Modern Lisbon

The futuristic architecture of Eastern Lisbon is a complete contrast to the city's old quarters. Most of it was built by innovative architects for Expo 98, the World Fair that took place in Portugal's capital between May and September of 1998.

Lisbon's World Fair made a difference, because it hosted a record 130 countries and international organizations, was the 100th international exhibition since the Great Exhibition of London in 1851- the last one of the 20th century - and coincided with the 500th anniversary of Vasco da Gama's arrival in India and the United Nations' "Year of the Oceans."

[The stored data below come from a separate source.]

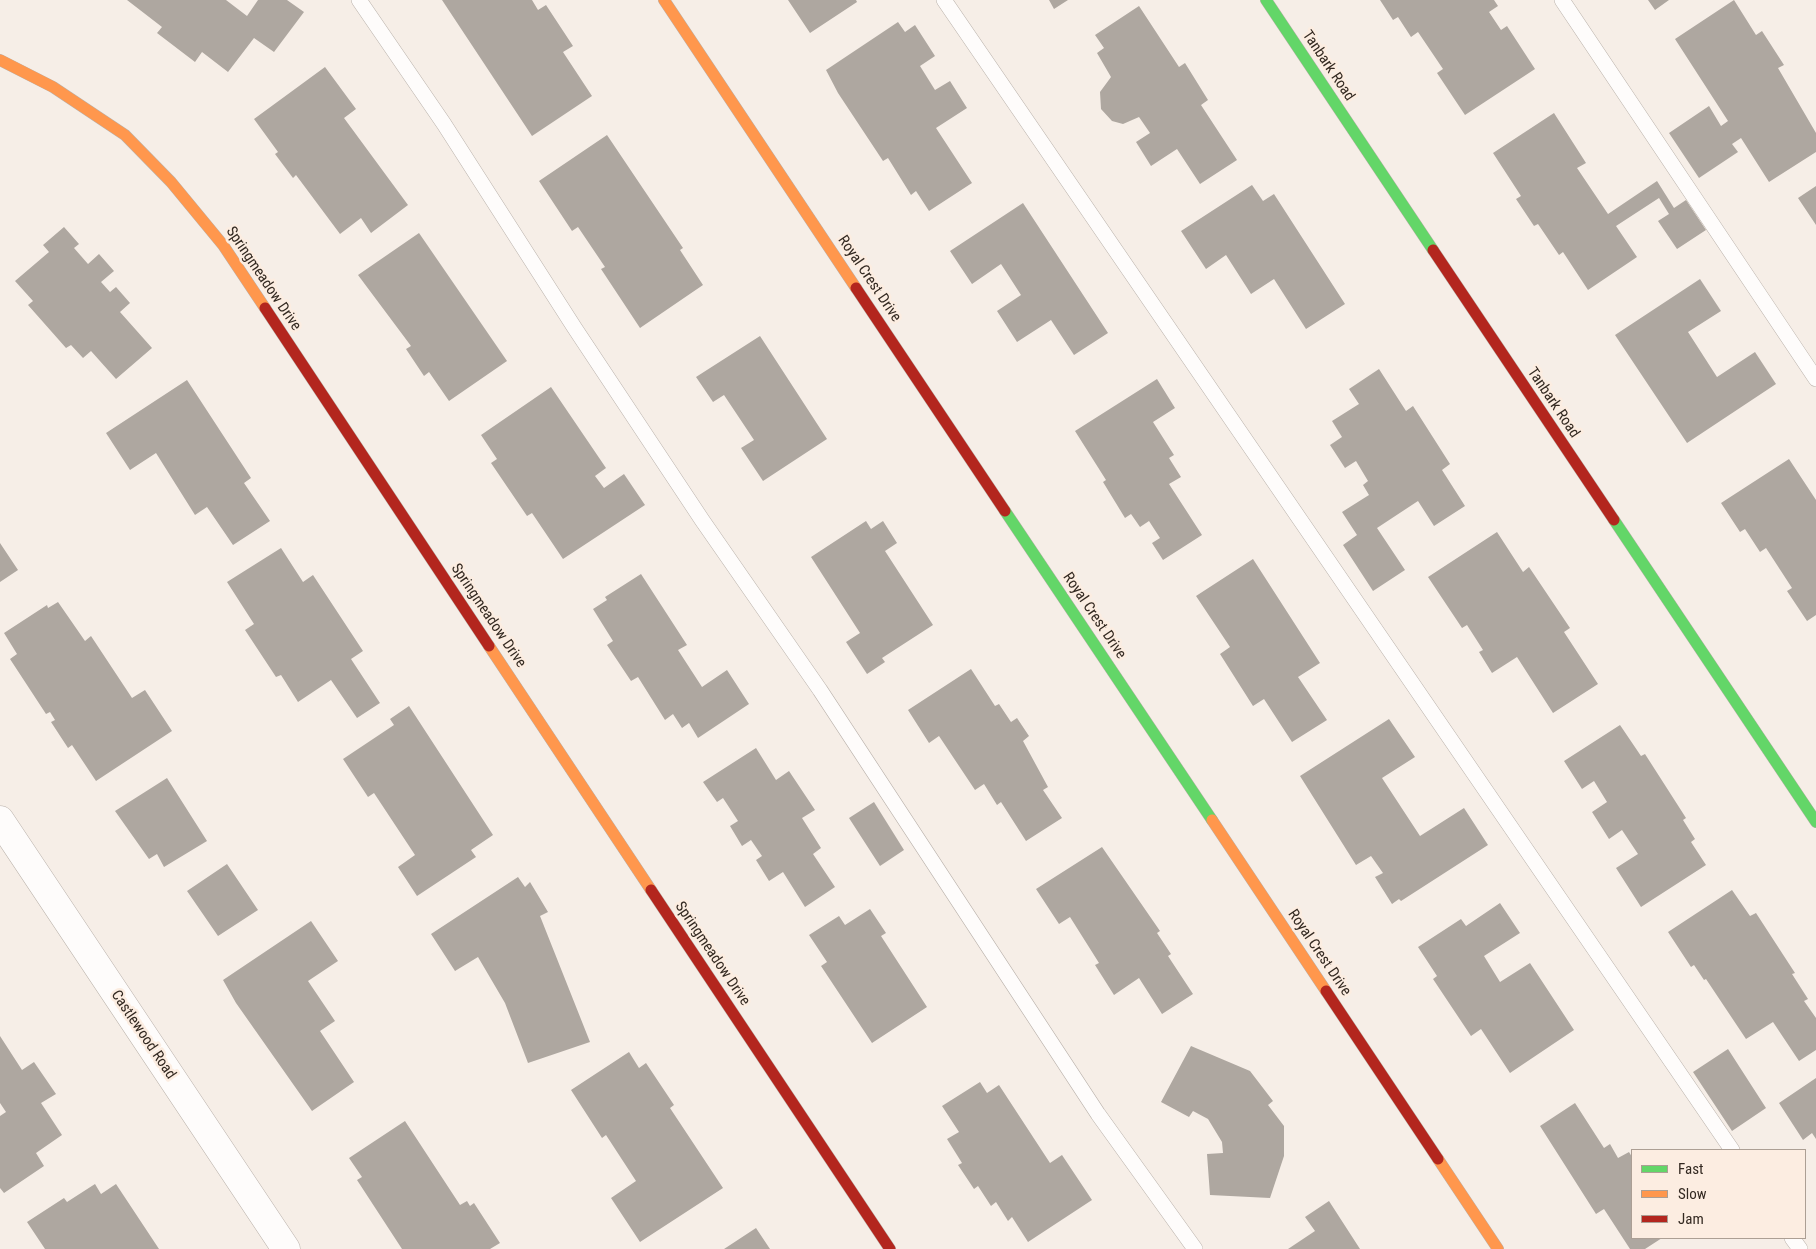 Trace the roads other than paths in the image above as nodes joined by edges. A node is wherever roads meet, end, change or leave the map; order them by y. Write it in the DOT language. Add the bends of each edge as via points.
graph roads {
  1 [pos="360,0"];
  2 [pos="664,0"];
  3 [pos="944,0"];
  4 [pos="1266,0"];
  5 [pos="1562,0"];
  6 [pos="0,60"];
  7 [pos="1816,379"];
  8 [pos="0,820"];
  9 [pos="1816,822"];
  10 [pos="1731,1149"];
  11 [pos="286,1249"];
  12 [pos="890,1249"];
  13 [pos="1195,1249"];
  14 [pos="1498,1249"];
  1 -- 13 [label="lane" via="1098,1114"];
  2 -- 14 [label="street, Royal Crest Drive"];
  3 -- 10 [label="lane"];
  4 -- 9 [label="street, Tanbark Road"];
  5 -- 7 [label="lane"];
  6 -- 12 [label="street, Springmeadow Drive" via="53,87 125,135 171,182 223,245"];
  8 -- 11 [label="street, Castlewood Road"];
}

The theme was "The Oceans: A Heritage for the Future," and the entire area at the eastern end of the city's waterfront was rebuilt for the event. When it was over, the new urban district was dubbed Parque das Nações (Park of Nations), and is now one of the largest urban redevelopment projects in Europe.

Most people arrive by metro, which stops at the stunning Oriente Station (Santiago Calatrava's architecture). From there, many are drawn to the Vasco da Gama Shopping Center or head straight to the several popular attractions in the area. The main highlight is the state-of-the-art Oceanarium, hailed as the world's most impressive aquarium.

Other attractions include a modern casino, water gardens, a viewing tower, a marina, and a number of bars and restaurants with outdoor seating overlooking one of the world's longest bridges. Two striking twin towers designed to look like giant sailboats are residence and office buildings, named after two of Vasco da Gama's ships: São Gabriel and São Rafael.

To tour the area, visitors can jump on a toy train that passes by the main attractions every twenty minutes, or ride the cable car that runs the full length of the site, parallel to the river, while giving commanding views along the way.